3. Venendo ora alla motivazione, in una prima parte si dà spazio alla disamina dei profili oggettivi della fattispecie di omicidio tentato: sono considerati integrati – con granitica certezza – entrambi gli estremi di univocità e idoneità degli atti. Quanto al primo aspetto, si evidenzia come l’azione lesiva in sé, per il suo sviluppo – un susseguirsi rapido di violentissimi pugni al cranio – sia senza dubbio il principio di un atto esecutivo dell’omicidio, dunque univocamente diretto alla realizzazione dell’evento morte sia “secondo la tradizionale impostazione ‘cinematografica’ (l’atto in sé, per quello che è, dimostra quale sarà lo sbocco della vicenda), sia in chiave di prossimità logico-cronologica rispetto alla consumazione”, ossia nell’attivazione del processo che terminerà nella realizzazione dell’evento[3].
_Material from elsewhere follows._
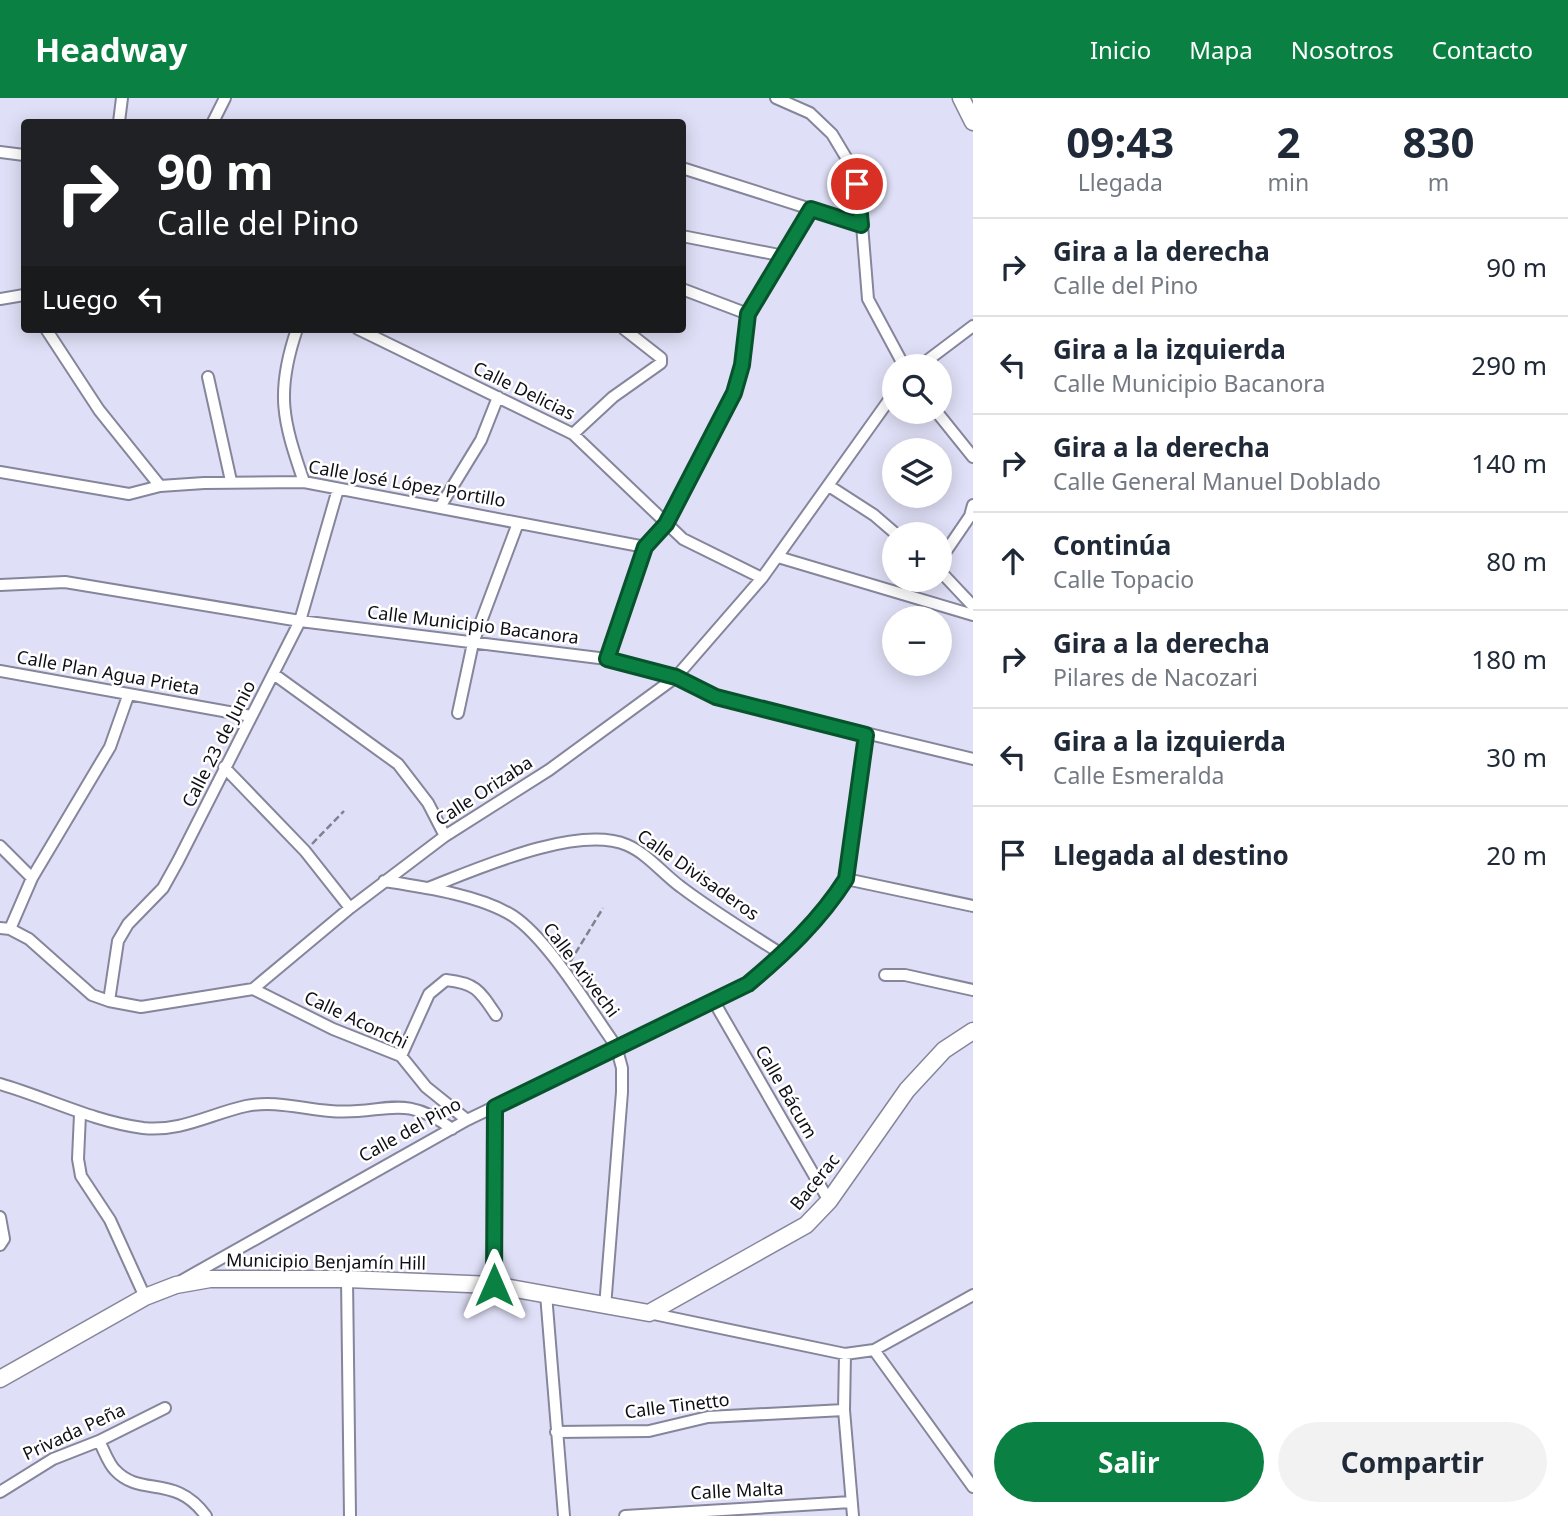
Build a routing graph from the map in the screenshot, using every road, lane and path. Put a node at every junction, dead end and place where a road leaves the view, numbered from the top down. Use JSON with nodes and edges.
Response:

Analogamente, è ritenuto sussistente il requisito di idoneità della condotta: riportandosi idealmente al momento in cui l’imputato ha ripetutamente colpito la vittima, sulla base delle conoscenze scientifiche disponibili – evidenziate nella perizia – e delle massime di esperienza, il Giudice rileva che “vi era sicuramente una significativa possibilità di un esito letale[4].

3.1. Muovendo da tali premesse, il giudizio si sposta sulla mancata sussistenza dell’elemento soggettivo, a cui è dedicata un’ampia e dettagliata parte del percorso argomentativo. Tali approfondite osservazioni, che si distinguono per chiarezza e puntualità, si riportano alla tesi dominante in giurisprudenza che esclude la configurabilità del tentativo quando il soggetto attivo agisca con dolo eventuale. Il Giudice, dunque, dà per assodato che perché sia integrato il tentato omicidio occorra dimostrare che l’azione è sorretta da dolo intenzionale o quantomeno diretto. Secondo l’impostazione prevalente in giurisprudenza di legittimità, il coefficiente psichico del dolo eventuale appare strutturalmente inconciliabile con la direzione necessariamente univoca che deve caratterizzare gli atti compiuti nel delitto tentato, imposta dalla lettera dell’art. 56 c.p.: sebbene l’univocità riguardi l’oggettività del comportamento, ossia l’estrinsecazione materiale della volontà dell’agente, essa deve, secondo questo indirizzo interpretativo, necessariamente essere correlata a un atteggiamento psicologico interno, vale a dire all’intenzionalità univoca dell’azione volta a conseguire un determinato esito delittuoso, verso cui sono diretti gli atti idonei[5].

Siffatte incertezze non si presentano, invece, con riferimento alla figura del dolo diretto, il quale postula che l’agente aderisca all’evento – pur non direttamente voluto –rappresentandosi come certa o probabile, ai limiti della certezza, la sua realizzazione[6]. La giurisprudenza ha inoltre chiarito che, perché si configuri il tentativo, è sufficiente anche ravvisare la sussistenza del dolo alternativo, qualificato come una manifestazione di dolo diretto, che ricorre quando l’agente preveda e voglia indifferentemente e in via alternativa l’uno o l’altro degli eventi ricollegabili alla sua condotta, rispetto ai quali opera una valutazione di sostanziale equipollenza[7].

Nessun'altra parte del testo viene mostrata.